Cari Berita

Hakim PN Maros Dorong Pelacakan Aset, Pulihkan Kerugian Korban Kasus Ini

Sri Septiany Arista Yufeny - Dandapala Contributor 2026-04-01 15:50:03
Dok. Ist

Maros, Sulawesi Selatan– Tiga perkara penipuan dengan terdakwa perempuan yang disidangkan di Pengadilan Negeri (PN) Maros dengan nomor 6/Pid.B/2026/PN Mrs, 7/Pid.B/2026/PN Mrs dan 8/Pid.B/2026/PN Mrs, menghadirkan dinamika menarik pada tahap akhir persidangan. Para terdakwa dan korban mencapai kesepakatan damai setelah kendaraan milik korban berhasil ditemukan atas himbauan Majelis Hakim untuk melacak barang milik korban beberapa hari sebelum putusan di Pelabuhan Parepare.

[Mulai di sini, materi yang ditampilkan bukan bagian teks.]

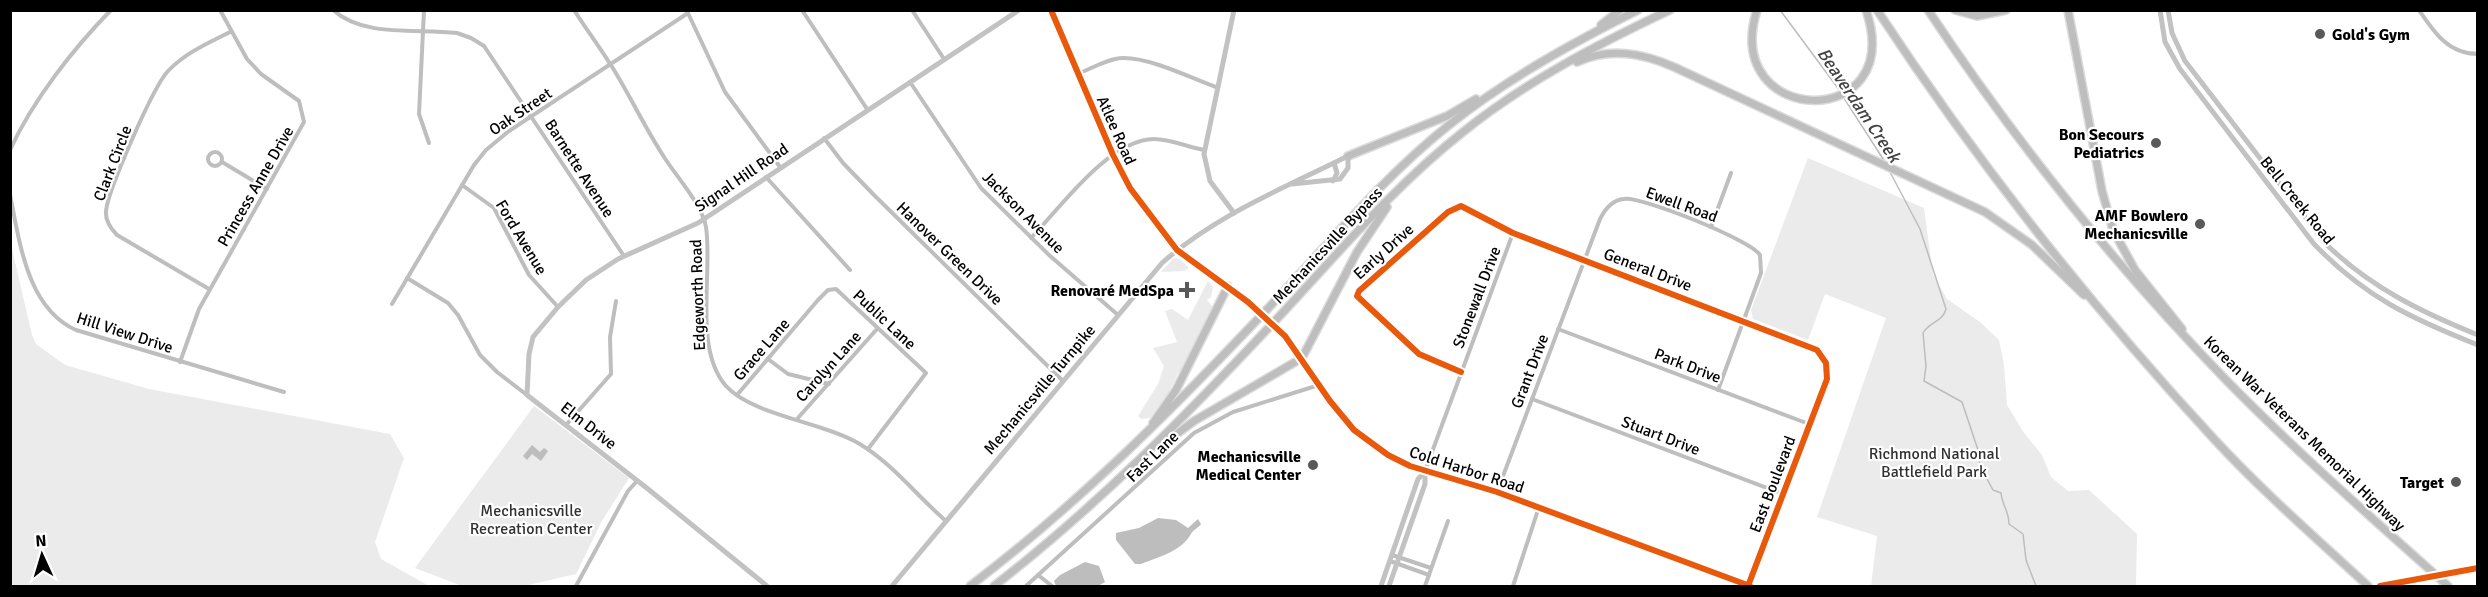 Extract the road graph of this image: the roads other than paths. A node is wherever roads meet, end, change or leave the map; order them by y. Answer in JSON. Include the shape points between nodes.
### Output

Perkara yang bermuara dari perbuatan penggadaian dan dua kali perpindahan tangan mobil pick-up milik Nurlia selaku korban sudah tidak dapat ditemukan. Setelah ditemukan barang milik korban ketika hendak diseberangkan, mobil dikembalikan oleh pembeli terakhir tanpa syarat, sehingga membuka jalan bagi rekonsiliasi antara para pihak. Korban pun menyatakan telah memaafkan para terdakwa dan tercapai perdamaian.

Menariknya, dalam proses persidangan, Majelis Hakim tidak hanya memeriksa dan mengadili perkara, tetapi juga secara aktif mengupayakan pemulihan bagi korban. Majelis Hakim terus mendorong Penuntut Umum untuk menelusuri keberadaan mobil pick-up milik korban. Hal ini dilatarbelakangi kondisi ekonomi korban yang bergantung pada kendaraan tersebut, mengingat suami korban sudah tidak bekerja, sehingga mobil pick-up yang direntalkan menjadi satu-satunya tumpuan penghidupan keluarga.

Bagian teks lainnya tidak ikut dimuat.